He isn't small, though; no, he's tall enough, but all his frame
is delicate, held to earth by nothing but the cords of a strong will,
--very little body, very much soul. He, too, is pale, and has dark eyes
with violet darks in them. You don't call him beautiful in the least,
but you don't know him. I call him beauty itself, and I know him
thoroughly. A stranger might have thought, when I spoke of those copals
Rose carved, that Rose was some girl.
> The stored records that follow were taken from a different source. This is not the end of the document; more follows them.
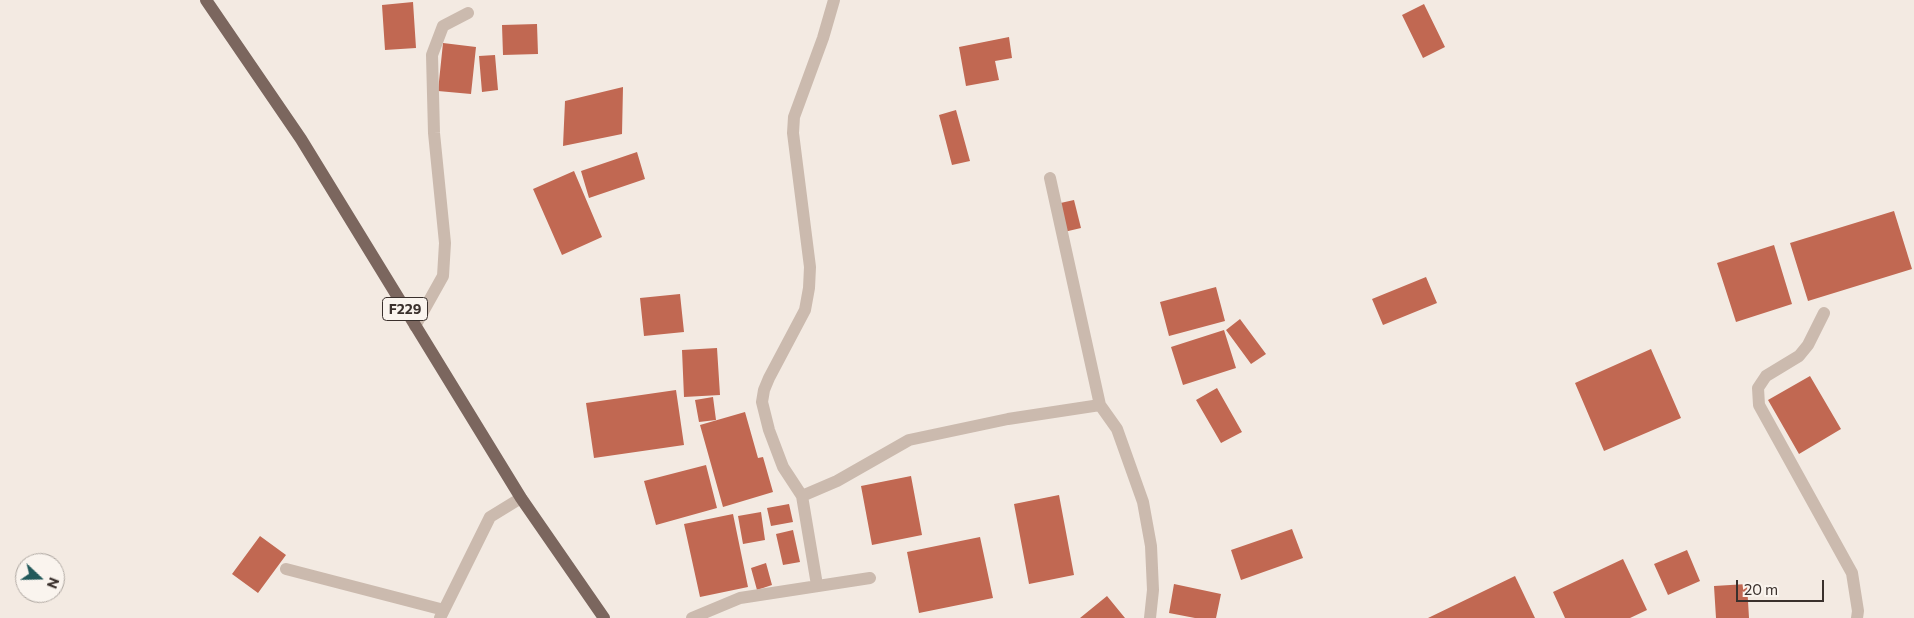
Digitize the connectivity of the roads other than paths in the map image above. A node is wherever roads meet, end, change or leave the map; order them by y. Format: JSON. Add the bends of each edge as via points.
{"nodes":[{"id":1,"x":206,"y":0,"type":"edge"},
{"id":2,"x":834,"y":0,"type":"edge"},
{"id":3,"x":468,"y":13,"type":"dead end"},
{"id":4,"x":1050,"y":178,"type":"dead end"},
{"id":5,"x":1824,"y":313,"type":"dead end"},
{"id":6,"x":415,"y":326,"type":"junction"},
{"id":7,"x":1100,"y":405,"type":"junction"},
{"id":8,"x":802,"y":496,"type":"junction"},
{"id":9,"x":521,"y":498,"type":"junction"},
{"id":10,"x":286,"y":569,"type":"dead end"},
{"id":11,"x":870,"y":578,"type":"dead end"},
{"id":12,"x":817,"y":585,"type":"junction"},
{"id":13,"x":442,"y":614,"type":"edge"},
{"id":14,"x":604,"y":618,"type":"edge"},
{"id":15,"x":692,"y":618,"type":"edge"},
{"id":16,"x":1150,"y":618,"type":"edge"},
{"id":17,"x":1857,"y":618,"type":"edge"}],
"edges":[{"from":1,"to":6,"type":"main road","number":"F229","via":[[301,139]]},
{"from":2,"to":8,"type":"street","via":[[794,117],[793,133],[810,267],[809,288],[805,310],[764,390],[762,402],[783,467]]},
{"from":3,"to":6,"type":"street","via":[[443,26],[432,55],[434,133],[444,243],[443,276]]},
{"from":4,"to":7,"type":"street"},
{"from":5,"to":17,"type":"street","via":[[1799,356],[1766,376],[1758,388],[1759,405],[1852,573]]},
{"from":6,"to":9,"type":"main road","number":"F229"},
{"from":7,"to":8,"type":"street","via":[[909,440],[837,481]]},
{"from":7,"to":16,"type":"street","via":[[1117,429],[1144,502],[1151,546],[1153,590]]},
{"from":8,"to":12,"type":"street"},
{"from":9,"to":13,"type":"street","via":[[490,517]]},
{"from":9,"to":14,"type":"main road","number":"F229"},
{"from":10,"to":13,"type":"street"},
{"from":11,"to":12,"type":"street"},
{"from":12,"to":15,"type":"street","via":[[740,598]]}]}
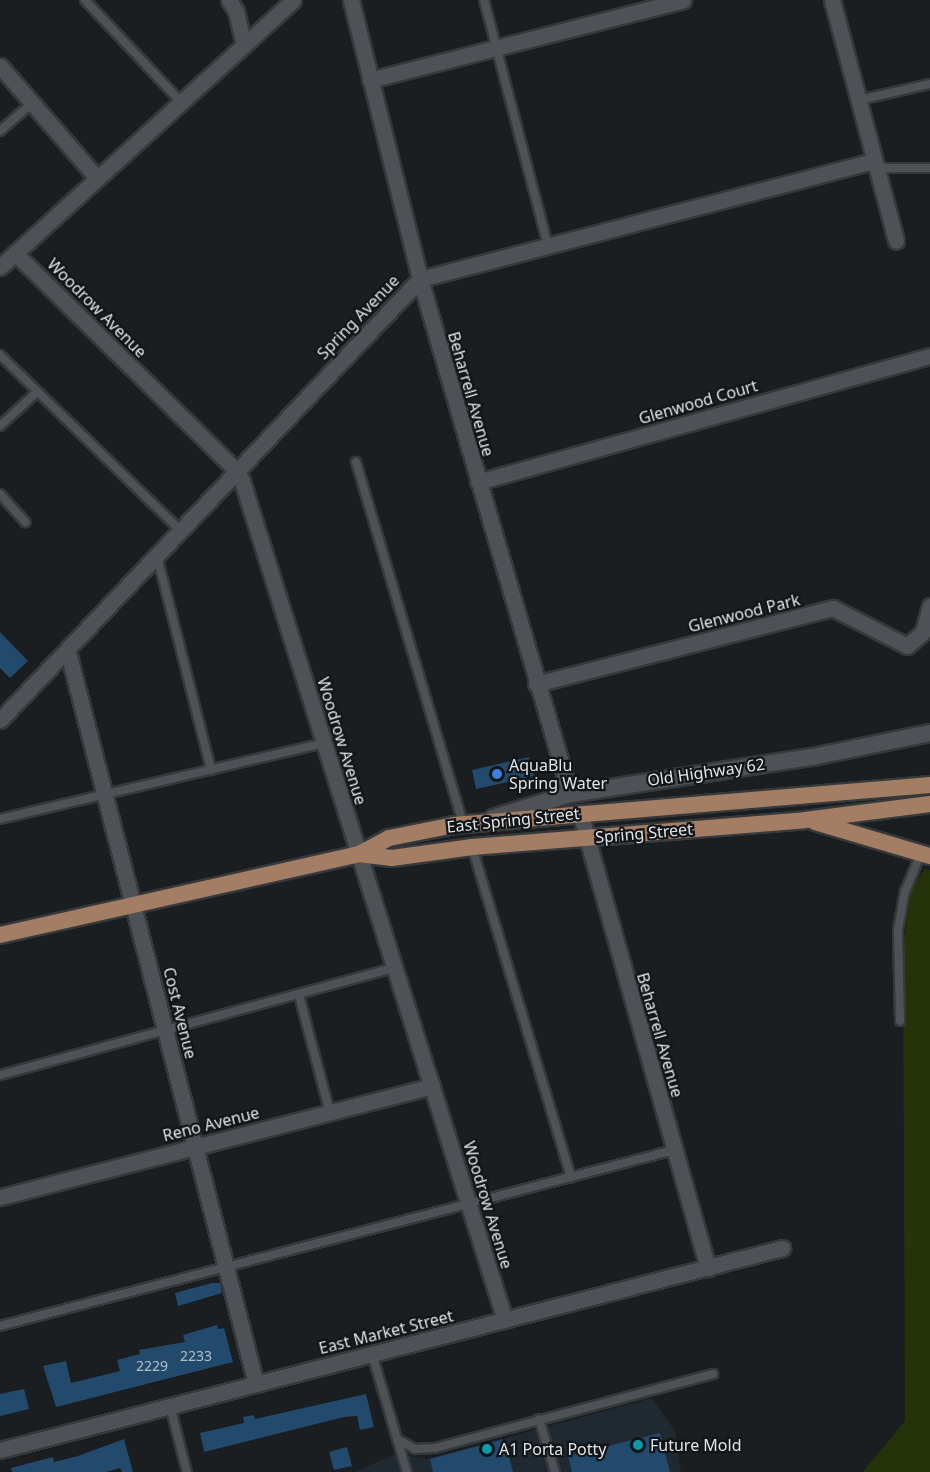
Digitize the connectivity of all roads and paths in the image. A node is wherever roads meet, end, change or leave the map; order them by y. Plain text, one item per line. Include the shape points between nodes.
1 (86, 0) edge
2 (229, 0) edge
3 (293, 0) edge
4 (351, 0) edge
5 (484, 0) edge
6 (683, 0) edge
7 (832, 0) edge
8 (244, 45) junction
9 (495, 48) junction
10 (0, 66) edge
11 (370, 80) junction
12 (930, 84) edge
13 (859, 100) junction
14 (181, 102) junction
15 (32, 103) junction
16 (0, 131) edge
17 (874, 165) junction
18 (930, 168) edge
19 (97, 178) junction
20 (896, 241) dead end
21 (548, 245) junction
22 (15, 253) junction
23 (0, 267) edge
24 (420, 279) junction
25 (930, 354) edge
26 (0, 355) edge
27 (37, 392) junction
28 (0, 426) edge
29 (356, 462) dead end
30 (237, 471) junction
31 (478, 482) junction
32 (0, 494) edge
33 (25, 522) dead end
34 (181, 531) junction
35 (158, 556) junction
36 (930, 606) edge
37 (68, 652) junction
38 (536, 684) junction
39 (0, 720) edge
40 (930, 733) edge
41 (324, 744) junction
42 (211, 770) junction
43 (930, 784) edge
44 (105, 794) junction
45 (570, 794) junction
46 (930, 804) edge
47 (580, 813) junction
48 (0, 819) edge
49 (485, 820) junction
50 (805, 820) junction
51 (463, 824) junction
52 (584, 838) junction
53 (472, 847) junction
54 (359, 854) junction
55 (926, 854) edge
56 (134, 904) junction
57 (0, 935) edge
58 (395, 968) junction
59 (299, 995) junction
60 (900, 1021) dead end
61 (166, 1032) junction
62 (0, 1075) edge
63 (432, 1086) junction
64 (330, 1113) junction
65 (196, 1147) junction
66 (674, 1150) junction
67 (571, 1178) junction
68 (0, 1197) edge
69 (469, 1206) junction
70 (782, 1248) dead end
71 (708, 1268) junction
72 (227, 1269) junction
73 (505, 1320) junction
74 (0, 1326) edge
75 (372, 1354) junction
76 (714, 1374) dead end
77 (256, 1384) junction
78 (170, 1406) junction
79 (538, 1419) junction
80 (397, 1439) junction
81 (0, 1450) edge
82 (187, 1472) edge
83 (407, 1472) edge
84 (555, 1472) edge

1 - 14 lane
2 - 8 street via 236,11
3 - 8 street
4 - 11 street, Beharrell Avenue
5 - 9 lane
6 - 9 street
7 - 13 street
8 - 14 street
9 - 11 street
9 - 21 lane
10 - 15 street
11 - 24 street, Beharrell Avenue
12 - 13 lane
13 - 17 street
14 - 19 street
15 - 16 lane
15 - 19 street
17 - 18 lane
17 - 20 street
17 - 21 street, Spring Avenue
19 - 22 street
21 - 24 street, Spring Avenue
22 - 23 street
22 - 30 street, Woodrow Avenue
24 - 30 street, Spring Avenue
24 - 31 street, Beharrell Avenue
25 - 31 street, Glenwood Court
26 - 27 lane
27 - 28 lane
27 - 34 lane
29 - 51 lane
30 - 34 street, Spring Avenue
30 - 41 street, Woodrow Avenue
31 - 38 street, Beharrell Avenue
32 - 33 lane
34 - 35 street, Spring Avenue
35 - 37 street, Spring Avenue
35 - 42 lane
36 - 38 street, Glenwood Park via 923,632 907,646 833,608
37 - 39 street, Spring Avenue
37 - 44 street, Cost Avenue
38 - 45 street, Beharrell Avenue
40 - 45 street, Old Highway 62 via 812,757
41 - 42 lane
41 - 54 street, Woodrow Avenue
42 - 44 lane
43 - 47 main road, East Spring Street
44 - 48 lane
44 - 56 street, Cost Avenue
45 - 49 street, Old Highway 62
46 - 50 main road, Spring Street
47 - 49 main road, East Spring Street
47 - 52 street, Beharrell Avenue
49 - 51 main road, East Spring Street
50 - 52 main road, Spring Street
50 - 55 main road
51 - 54 main road, East Spring Street via 389,838
52 - 53 main road, Spring Street
52 - 66 street, Beharrell Avenue
53 - 54 main road, Spring Street via 392,858
53 - 67 lane
54 - 56 main road, East Spring Street
54 - 58 street, Woodrow Avenue
55 - 60 lane via 905,892 898,930
56 - 57 main road, East Spring Street
56 - 61 street, Cost Avenue
58 - 59 lane
58 - 63 street, Woodrow Avenue
59 - 61 lane
59 - 64 lane
61 - 62 lane
61 - 65 street, Cost Avenue
63 - 64 street, Reno Avenue
63 - 69 street, Woodrow Avenue
64 - 65 street, Reno Avenue
65 - 68 street, Reno Avenue
65 - 72 street, Cost Avenue
66 - 67 lane
66 - 71 street, Beharrell Avenue
67 - 69 lane
69 - 72 lane
69 - 73 street, Woodrow Avenue
70 - 71 street, East Market Street
71 - 73 street, East Market Street
72 - 74 lane
72 - 77 street, Cost Avenue
73 - 75 street, East Market Street
75 - 77 street, East Market Street
75 - 80 lane
76 - 79 lane
77 - 78 street, East Market Street
78 - 81 street, East Market Street
78 - 82 lane
79 - 80 lane via 424,1449 405,1446
79 - 84 lane
80 - 83 lane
But though he has a feminine
sensibility, like Correggio or Schubert, nobody could call him womanish.
"_Les races se feminisent_." Don't you remember Matthew Roydon's
Astrophill?
"A sweet, attractive kind of grace,
A full assurance given by looks,
Continual comfort in a face."
I always think of that flame in an alabaster vase, when I see him; "one
sweet grace fed still with one sweet mind"; a countenance of another
sphere: that's Vaughan Rose. It provokes me that I can't paint him
myself, without other folk's words; but you see there's no natural image
of him in me, and so I can't throw it strongly on any canvas. As for his
manners, you've seen them;--now tell me, was there ever anything so
winning when he pleases, and always a most gracious courtesy in his
air, even when saying an insufferably uncivil thing? He has an art, a
science, of putting the unpleasant out of his sight, ignoring or looking
over it, which sometimes gives him an absent way; and that is because he
so delights in beauty; he seems to have woven a mist over his face then,
and to be shut in on his own inner loveliness; and many a woman thinks
he is perfectly devoted, when, very like, he is swinging over some
lonely Spanish sierra beneath the stars, or buried in noonday Brazilian
forests, half stifled with the fancied breath of every gorgeous blossom
of the zone.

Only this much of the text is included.